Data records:
* * * * *

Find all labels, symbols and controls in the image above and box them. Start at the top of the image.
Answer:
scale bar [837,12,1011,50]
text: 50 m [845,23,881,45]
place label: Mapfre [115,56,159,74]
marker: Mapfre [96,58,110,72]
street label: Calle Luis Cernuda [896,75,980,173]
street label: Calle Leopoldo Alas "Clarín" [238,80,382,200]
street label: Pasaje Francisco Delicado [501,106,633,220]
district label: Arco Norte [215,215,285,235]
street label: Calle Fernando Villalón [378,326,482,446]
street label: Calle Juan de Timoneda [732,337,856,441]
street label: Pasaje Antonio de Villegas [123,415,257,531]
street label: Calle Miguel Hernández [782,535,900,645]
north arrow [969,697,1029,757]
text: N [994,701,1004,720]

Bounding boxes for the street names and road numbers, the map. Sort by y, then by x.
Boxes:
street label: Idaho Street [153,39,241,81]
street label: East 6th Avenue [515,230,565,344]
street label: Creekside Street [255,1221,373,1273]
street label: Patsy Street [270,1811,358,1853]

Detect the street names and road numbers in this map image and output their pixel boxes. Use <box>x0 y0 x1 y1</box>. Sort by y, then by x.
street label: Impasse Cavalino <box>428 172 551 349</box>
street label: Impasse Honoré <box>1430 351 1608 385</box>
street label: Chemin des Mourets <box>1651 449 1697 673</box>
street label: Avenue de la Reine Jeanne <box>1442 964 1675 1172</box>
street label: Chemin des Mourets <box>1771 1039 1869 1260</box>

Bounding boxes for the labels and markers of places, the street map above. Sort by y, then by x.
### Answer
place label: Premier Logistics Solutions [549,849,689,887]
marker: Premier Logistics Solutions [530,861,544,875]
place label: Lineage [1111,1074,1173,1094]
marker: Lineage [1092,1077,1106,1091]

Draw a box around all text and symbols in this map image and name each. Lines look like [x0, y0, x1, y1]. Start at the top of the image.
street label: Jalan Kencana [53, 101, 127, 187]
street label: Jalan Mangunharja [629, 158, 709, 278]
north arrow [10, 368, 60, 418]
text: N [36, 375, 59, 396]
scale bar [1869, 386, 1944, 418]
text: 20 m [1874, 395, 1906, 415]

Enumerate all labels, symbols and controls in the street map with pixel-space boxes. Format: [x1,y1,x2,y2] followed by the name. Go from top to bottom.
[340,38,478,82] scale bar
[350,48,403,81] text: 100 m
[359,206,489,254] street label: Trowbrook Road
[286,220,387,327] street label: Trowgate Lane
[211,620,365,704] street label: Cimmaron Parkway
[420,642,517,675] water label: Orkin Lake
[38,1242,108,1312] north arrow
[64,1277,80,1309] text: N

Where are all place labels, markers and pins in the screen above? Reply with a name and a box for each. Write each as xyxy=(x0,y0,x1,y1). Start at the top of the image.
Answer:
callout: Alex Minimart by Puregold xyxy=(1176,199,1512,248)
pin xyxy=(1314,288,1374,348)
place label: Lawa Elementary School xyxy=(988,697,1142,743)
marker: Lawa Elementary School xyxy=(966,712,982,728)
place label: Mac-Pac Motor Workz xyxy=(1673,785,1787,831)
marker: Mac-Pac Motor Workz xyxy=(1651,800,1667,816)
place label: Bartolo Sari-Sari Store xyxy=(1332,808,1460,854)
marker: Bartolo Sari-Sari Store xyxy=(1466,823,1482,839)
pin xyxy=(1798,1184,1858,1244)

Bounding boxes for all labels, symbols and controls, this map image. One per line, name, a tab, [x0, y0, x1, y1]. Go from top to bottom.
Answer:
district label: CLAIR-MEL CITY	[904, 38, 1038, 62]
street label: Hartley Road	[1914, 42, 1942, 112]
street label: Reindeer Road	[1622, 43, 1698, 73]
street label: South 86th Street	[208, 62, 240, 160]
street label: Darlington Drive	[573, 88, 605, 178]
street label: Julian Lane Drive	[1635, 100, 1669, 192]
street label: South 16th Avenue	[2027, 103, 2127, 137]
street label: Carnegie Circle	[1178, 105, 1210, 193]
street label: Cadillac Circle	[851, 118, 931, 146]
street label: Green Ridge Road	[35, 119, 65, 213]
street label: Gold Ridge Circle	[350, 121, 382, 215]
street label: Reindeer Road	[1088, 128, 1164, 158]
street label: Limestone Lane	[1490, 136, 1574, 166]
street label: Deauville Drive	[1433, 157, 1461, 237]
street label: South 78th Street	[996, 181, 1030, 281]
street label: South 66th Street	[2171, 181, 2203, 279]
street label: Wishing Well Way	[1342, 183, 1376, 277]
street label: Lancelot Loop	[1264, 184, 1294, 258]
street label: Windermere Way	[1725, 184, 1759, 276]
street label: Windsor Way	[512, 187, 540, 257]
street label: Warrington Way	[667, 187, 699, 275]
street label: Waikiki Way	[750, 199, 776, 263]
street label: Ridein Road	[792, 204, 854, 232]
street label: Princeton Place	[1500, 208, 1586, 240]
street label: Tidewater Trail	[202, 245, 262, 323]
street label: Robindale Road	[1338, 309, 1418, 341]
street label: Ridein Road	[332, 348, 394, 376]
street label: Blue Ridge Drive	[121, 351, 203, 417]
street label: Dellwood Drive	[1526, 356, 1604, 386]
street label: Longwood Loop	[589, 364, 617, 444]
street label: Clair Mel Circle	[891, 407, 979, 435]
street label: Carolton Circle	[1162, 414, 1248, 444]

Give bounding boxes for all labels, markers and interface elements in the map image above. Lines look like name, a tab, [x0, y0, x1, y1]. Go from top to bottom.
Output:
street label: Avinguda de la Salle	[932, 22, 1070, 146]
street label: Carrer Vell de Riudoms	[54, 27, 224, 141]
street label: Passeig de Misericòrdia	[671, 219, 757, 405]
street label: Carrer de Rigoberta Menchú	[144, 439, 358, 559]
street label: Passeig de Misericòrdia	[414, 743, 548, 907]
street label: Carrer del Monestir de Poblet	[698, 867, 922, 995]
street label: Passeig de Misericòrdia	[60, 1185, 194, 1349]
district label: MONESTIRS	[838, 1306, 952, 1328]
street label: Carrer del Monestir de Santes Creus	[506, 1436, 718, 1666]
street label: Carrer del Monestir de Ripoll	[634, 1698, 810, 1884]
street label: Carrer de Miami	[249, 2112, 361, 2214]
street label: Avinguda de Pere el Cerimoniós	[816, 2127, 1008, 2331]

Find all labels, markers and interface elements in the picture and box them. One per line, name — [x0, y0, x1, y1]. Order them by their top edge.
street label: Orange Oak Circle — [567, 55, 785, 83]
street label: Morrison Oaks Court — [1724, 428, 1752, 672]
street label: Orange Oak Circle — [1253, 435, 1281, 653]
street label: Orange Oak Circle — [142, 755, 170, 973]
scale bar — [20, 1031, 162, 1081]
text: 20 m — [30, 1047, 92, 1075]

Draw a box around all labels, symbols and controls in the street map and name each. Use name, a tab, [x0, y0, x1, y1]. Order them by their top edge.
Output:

* * * * *

Exercise requirements: An exact copy of all the records is what is needed here.

Response for this exercise:
Find all labels, symbols and controls in the image above and box them. Start at the top of the image.
Answer:
scale bar [837,12,1011,50]
text: 50 m [845,23,881,45]
place label: Mapfre [115,56,159,74]
marker: Mapfre [96,58,110,72]
street label: Calle Luis Cernuda [896,75,980,173]
street label: Calle Leopoldo Alas "Clarín" [238,80,382,200]
street label: Pasaje Francisco Delicado [501,106,633,220]
district label: Arco Norte [215,215,285,235]
street label: Calle Fernando Villalón [378,326,482,446]
street label: Calle Juan de Timoneda [732,337,856,441]
street label: Pasaje Antonio de Villegas [123,415,257,531]
street label: Calle Miguel Hernández [782,535,900,645]
north arrow [969,697,1029,757]
text: N [994,701,1004,720]

Bounding boxes for the street names and road numbers, the map. Sort by y, then by x.
Boxes:
street label: Idaho Street [153,39,241,81]
street label: East 6th Avenue [515,230,565,344]
street label: Creekside Street [255,1221,373,1273]
street label: Patsy Street [270,1811,358,1853]

Detect the street names and road numbers in this map image and output their pixel boxes. Use <box>x0 y0 x1 y1</box>. Sort by y, then by x.
street label: Impasse Cavalino <box>428 172 551 349</box>
street label: Impasse Honoré <box>1430 351 1608 385</box>
street label: Chemin des Mourets <box>1651 449 1697 673</box>
street label: Avenue de la Reine Jeanne <box>1442 964 1675 1172</box>
street label: Chemin des Mourets <box>1771 1039 1869 1260</box>

Bounding boxes for the labels and markers of places, the street map above. Sort by y, then by x.
### Answer
place label: Premier Logistics Solutions [549,849,689,887]
marker: Premier Logistics Solutions [530,861,544,875]
place label: Lineage [1111,1074,1173,1094]
marker: Lineage [1092,1077,1106,1091]

Draw a box around all text and symbols in this map image and name each. Lines look like [x0, y0, x1, y1]. Start at the top of the image.
street label: Jalan Kencana [53, 101, 127, 187]
street label: Jalan Mangunharja [629, 158, 709, 278]
north arrow [10, 368, 60, 418]
text: N [36, 375, 59, 396]
scale bar [1869, 386, 1944, 418]
text: 20 m [1874, 395, 1906, 415]

Enumerate all labels, symbols and controls in the street map with pixel-space boxes. Format: [x1,y1,x2,y2] followed by the name. Go from top to bottom.
[340,38,478,82] scale bar
[350,48,403,81] text: 100 m
[359,206,489,254] street label: Trowbrook Road
[286,220,387,327] street label: Trowgate Lane
[211,620,365,704] street label: Cimmaron Parkway
[420,642,517,675] water label: Orkin Lake
[38,1242,108,1312] north arrow
[64,1277,80,1309] text: N

Where are all place labels, markers and pins in the screen above? Reply with a name and a box for each. Write each as xyxy=(x0,y0,x1,y1). Start at the top of the image.
Answer:
callout: Alex Minimart by Puregold xyxy=(1176,199,1512,248)
pin xyxy=(1314,288,1374,348)
place label: Lawa Elementary School xyxy=(988,697,1142,743)
marker: Lawa Elementary School xyxy=(966,712,982,728)
place label: Mac-Pac Motor Workz xyxy=(1673,785,1787,831)
marker: Mac-Pac Motor Workz xyxy=(1651,800,1667,816)
place label: Bartolo Sari-Sari Store xyxy=(1332,808,1460,854)
marker: Bartolo Sari-Sari Store xyxy=(1466,823,1482,839)
pin xyxy=(1798,1184,1858,1244)

Bounding boxes for all labels, symbols and controls, this map image. One per line, name, a tab, [x0, y0, x1, y1]. Go from top to bottom.
Answer:
district label: CLAIR-MEL CITY	[904, 38, 1038, 62]
street label: Hartley Road	[1914, 42, 1942, 112]
street label: Reindeer Road	[1622, 43, 1698, 73]
street label: South 86th Street	[208, 62, 240, 160]
street label: Darlington Drive	[573, 88, 605, 178]
street label: Julian Lane Drive	[1635, 100, 1669, 192]
street label: South 16th Avenue	[2027, 103, 2127, 137]
street label: Carnegie Circle	[1178, 105, 1210, 193]
street label: Cadillac Circle	[851, 118, 931, 146]
street label: Green Ridge Road	[35, 119, 65, 213]
street label: Gold Ridge Circle	[350, 121, 382, 215]
street label: Reindeer Road	[1088, 128, 1164, 158]
street label: Limestone Lane	[1490, 136, 1574, 166]
street label: Deauville Drive	[1433, 157, 1461, 237]
street label: South 78th Street	[996, 181, 1030, 281]
street label: South 66th Street	[2171, 181, 2203, 279]
street label: Wishing Well Way	[1342, 183, 1376, 277]
street label: Lancelot Loop	[1264, 184, 1294, 258]
street label: Windermere Way	[1725, 184, 1759, 276]
street label: Windsor Way	[512, 187, 540, 257]
street label: Warrington Way	[667, 187, 699, 275]
street label: Waikiki Way	[750, 199, 776, 263]
street label: Ridein Road	[792, 204, 854, 232]
street label: Princeton Place	[1500, 208, 1586, 240]
street label: Tidewater Trail	[202, 245, 262, 323]
street label: Robindale Road	[1338, 309, 1418, 341]
street label: Ridein Road	[332, 348, 394, 376]
street label: Blue Ridge Drive	[121, 351, 203, 417]
street label: Dellwood Drive	[1526, 356, 1604, 386]
street label: Longwood Loop	[589, 364, 617, 444]
street label: Clair Mel Circle	[891, 407, 979, 435]
street label: Carolton Circle	[1162, 414, 1248, 444]

Give bounding boxes for all labels, markers and interface elements in the map image above. Lines look like name, a tab, [x0, y0, x1, y1]. Go from top to bottom.
Output:
street label: Avinguda de la Salle	[932, 22, 1070, 146]
street label: Carrer Vell de Riudoms	[54, 27, 224, 141]
street label: Passeig de Misericòrdia	[671, 219, 757, 405]
street label: Carrer de Rigoberta Menchú	[144, 439, 358, 559]
street label: Passeig de Misericòrdia	[414, 743, 548, 907]
street label: Carrer del Monestir de Poblet	[698, 867, 922, 995]
street label: Passeig de Misericòrdia	[60, 1185, 194, 1349]
district label: MONESTIRS	[838, 1306, 952, 1328]
street label: Carrer del Monestir de Santes Creus	[506, 1436, 718, 1666]
street label: Carrer del Monestir de Ripoll	[634, 1698, 810, 1884]
street label: Carrer de Miami	[249, 2112, 361, 2214]
street label: Avinguda de Pere el Cerimoniós	[816, 2127, 1008, 2331]

Find all labels, markers and interface elements in the picture and box them. One per line, name — [x0, y0, x1, y1]. Order them by their top edge.
street label: Orange Oak Circle — [567, 55, 785, 83]
street label: Morrison Oaks Court — [1724, 428, 1752, 672]
street label: Orange Oak Circle — [1253, 435, 1281, 653]
street label: Orange Oak Circle — [142, 755, 170, 973]
scale bar — [20, 1031, 162, 1081]
text: 20 m — [30, 1047, 92, 1075]

Draw a box around all labels, symbols and controls in the street map and name each. Use name, a tab, [x0, y0, x1, y1]. Order them by their top edge.
Output:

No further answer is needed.